Each line of the data should be given again exactly.

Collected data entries
------------

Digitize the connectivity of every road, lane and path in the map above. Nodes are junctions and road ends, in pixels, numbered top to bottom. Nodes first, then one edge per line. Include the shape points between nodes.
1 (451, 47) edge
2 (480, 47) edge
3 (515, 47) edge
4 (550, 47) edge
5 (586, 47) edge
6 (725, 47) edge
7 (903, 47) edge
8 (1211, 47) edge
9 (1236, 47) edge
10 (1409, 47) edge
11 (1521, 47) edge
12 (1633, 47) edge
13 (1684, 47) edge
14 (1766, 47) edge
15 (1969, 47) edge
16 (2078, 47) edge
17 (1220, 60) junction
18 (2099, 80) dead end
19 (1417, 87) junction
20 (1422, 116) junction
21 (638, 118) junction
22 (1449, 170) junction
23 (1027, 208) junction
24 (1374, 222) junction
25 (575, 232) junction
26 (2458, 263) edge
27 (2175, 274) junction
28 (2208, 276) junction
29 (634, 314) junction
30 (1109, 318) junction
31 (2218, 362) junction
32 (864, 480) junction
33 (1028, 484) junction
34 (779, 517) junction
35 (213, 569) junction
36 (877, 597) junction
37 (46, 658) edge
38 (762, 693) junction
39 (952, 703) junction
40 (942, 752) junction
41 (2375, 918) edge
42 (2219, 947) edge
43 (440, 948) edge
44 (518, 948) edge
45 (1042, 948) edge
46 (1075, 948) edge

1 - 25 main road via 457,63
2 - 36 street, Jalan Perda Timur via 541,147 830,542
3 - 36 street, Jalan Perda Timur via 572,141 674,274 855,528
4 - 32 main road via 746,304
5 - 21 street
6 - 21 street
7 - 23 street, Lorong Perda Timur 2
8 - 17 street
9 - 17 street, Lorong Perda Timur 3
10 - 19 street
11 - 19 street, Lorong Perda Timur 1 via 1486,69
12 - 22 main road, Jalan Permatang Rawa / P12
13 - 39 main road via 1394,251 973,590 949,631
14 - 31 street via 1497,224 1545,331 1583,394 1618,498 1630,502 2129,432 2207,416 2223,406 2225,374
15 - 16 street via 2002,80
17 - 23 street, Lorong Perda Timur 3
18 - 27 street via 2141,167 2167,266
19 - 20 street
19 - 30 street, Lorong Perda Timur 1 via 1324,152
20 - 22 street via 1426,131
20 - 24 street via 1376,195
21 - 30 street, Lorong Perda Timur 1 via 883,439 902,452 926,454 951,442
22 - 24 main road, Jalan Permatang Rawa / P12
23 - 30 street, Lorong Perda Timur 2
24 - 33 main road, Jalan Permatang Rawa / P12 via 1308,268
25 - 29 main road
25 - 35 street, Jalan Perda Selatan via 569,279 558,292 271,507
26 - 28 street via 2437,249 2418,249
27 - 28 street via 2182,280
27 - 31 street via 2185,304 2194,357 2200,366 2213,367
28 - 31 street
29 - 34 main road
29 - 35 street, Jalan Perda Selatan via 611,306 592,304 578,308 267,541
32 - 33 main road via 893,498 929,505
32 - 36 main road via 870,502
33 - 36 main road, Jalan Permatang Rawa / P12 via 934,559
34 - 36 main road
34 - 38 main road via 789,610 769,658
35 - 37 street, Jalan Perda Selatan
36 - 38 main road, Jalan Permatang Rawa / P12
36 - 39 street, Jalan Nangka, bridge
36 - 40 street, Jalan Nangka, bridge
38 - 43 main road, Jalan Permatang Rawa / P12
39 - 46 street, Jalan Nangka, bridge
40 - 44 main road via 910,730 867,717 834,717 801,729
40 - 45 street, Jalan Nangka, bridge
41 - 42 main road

------------

Task response ▸
Digitize the connectivity of every road, lane and path in the map above. Nodes are junctions and road ends, in pixels, numbered top to bottom. Nodes first, then one edge per line. Include the shape points between nodes.
1 (451, 47) edge
2 (480, 47) edge
3 (515, 47) edge
4 (550, 47) edge
5 (586, 47) edge
6 (725, 47) edge
7 (903, 47) edge
8 (1211, 47) edge
9 (1236, 47) edge
10 (1409, 47) edge
11 (1521, 47) edge
12 (1633, 47) edge
13 (1684, 47) edge
14 (1766, 47) edge
15 (1969, 47) edge
16 (2078, 47) edge
17 (1220, 60) junction
18 (2099, 80) dead end
19 (1417, 87) junction
20 (1422, 116) junction
21 (638, 118) junction
22 (1449, 170) junction
23 (1027, 208) junction
24 (1374, 222) junction
25 (575, 232) junction
26 (2458, 263) edge
27 (2175, 274) junction
28 (2208, 276) junction
29 (634, 314) junction
30 (1109, 318) junction
31 (2218, 362) junction
32 (864, 480) junction
33 (1028, 484) junction
34 (779, 517) junction
35 (213, 569) junction
36 (877, 597) junction
37 (46, 658) edge
38 (762, 693) junction
39 (952, 703) junction
40 (942, 752) junction
41 (2375, 918) edge
42 (2219, 947) edge
43 (440, 948) edge
44 (518, 948) edge
45 (1042, 948) edge
46 (1075, 948) edge

1 - 25 main road via 457,63
2 - 36 street, Jalan Perda Timur via 541,147 830,542
3 - 36 street, Jalan Perda Timur via 572,141 674,274 855,528
4 - 32 main road via 746,304
5 - 21 street
6 - 21 street
7 - 23 street, Lorong Perda Timur 2
8 - 17 street
9 - 17 street, Lorong Perda Timur 3
10 - 19 street
11 - 19 street, Lorong Perda Timur 1 via 1486,69
12 - 22 main road, Jalan Permatang Rawa / P12
13 - 39 main road via 1394,251 973,590 949,631
14 - 31 street via 1497,224 1545,331 1583,394 1618,498 1630,502 2129,432 2207,416 2223,406 2225,374
15 - 16 street via 2002,80
17 - 23 street, Lorong Perda Timur 3
18 - 27 street via 2141,167 2167,266
19 - 20 street
19 - 30 street, Lorong Perda Timur 1 via 1324,152
20 - 22 street via 1426,131
20 - 24 street via 1376,195
21 - 30 street, Lorong Perda Timur 1 via 883,439 902,452 926,454 951,442
22 - 24 main road, Jalan Permatang Rawa / P12
23 - 30 street, Lorong Perda Timur 2
24 - 33 main road, Jalan Permatang Rawa / P12 via 1308,268
25 - 29 main road
25 - 35 street, Jalan Perda Selatan via 569,279 558,292 271,507
26 - 28 street via 2437,249 2418,249
27 - 28 street via 2182,280
27 - 31 street via 2185,304 2194,357 2200,366 2213,367
28 - 31 street
29 - 34 main road
29 - 35 street, Jalan Perda Selatan via 611,306 592,304 578,308 267,541
32 - 33 main road via 893,498 929,505
32 - 36 main road via 870,502
33 - 36 main road, Jalan Permatang Rawa / P12 via 934,559
34 - 36 main road
34 - 38 main road via 789,610 769,658
35 - 37 street, Jalan Perda Selatan
36 - 38 main road, Jalan Permatang Rawa / P12
36 - 39 street, Jalan Nangka, bridge
36 - 40 street, Jalan Nangka, bridge
38 - 43 main road, Jalan Permatang Rawa / P12
39 - 46 street, Jalan Nangka, bridge
40 - 44 main road via 910,730 867,717 834,717 801,729
40 - 45 street, Jalan Nangka, bridge
41 - 42 main road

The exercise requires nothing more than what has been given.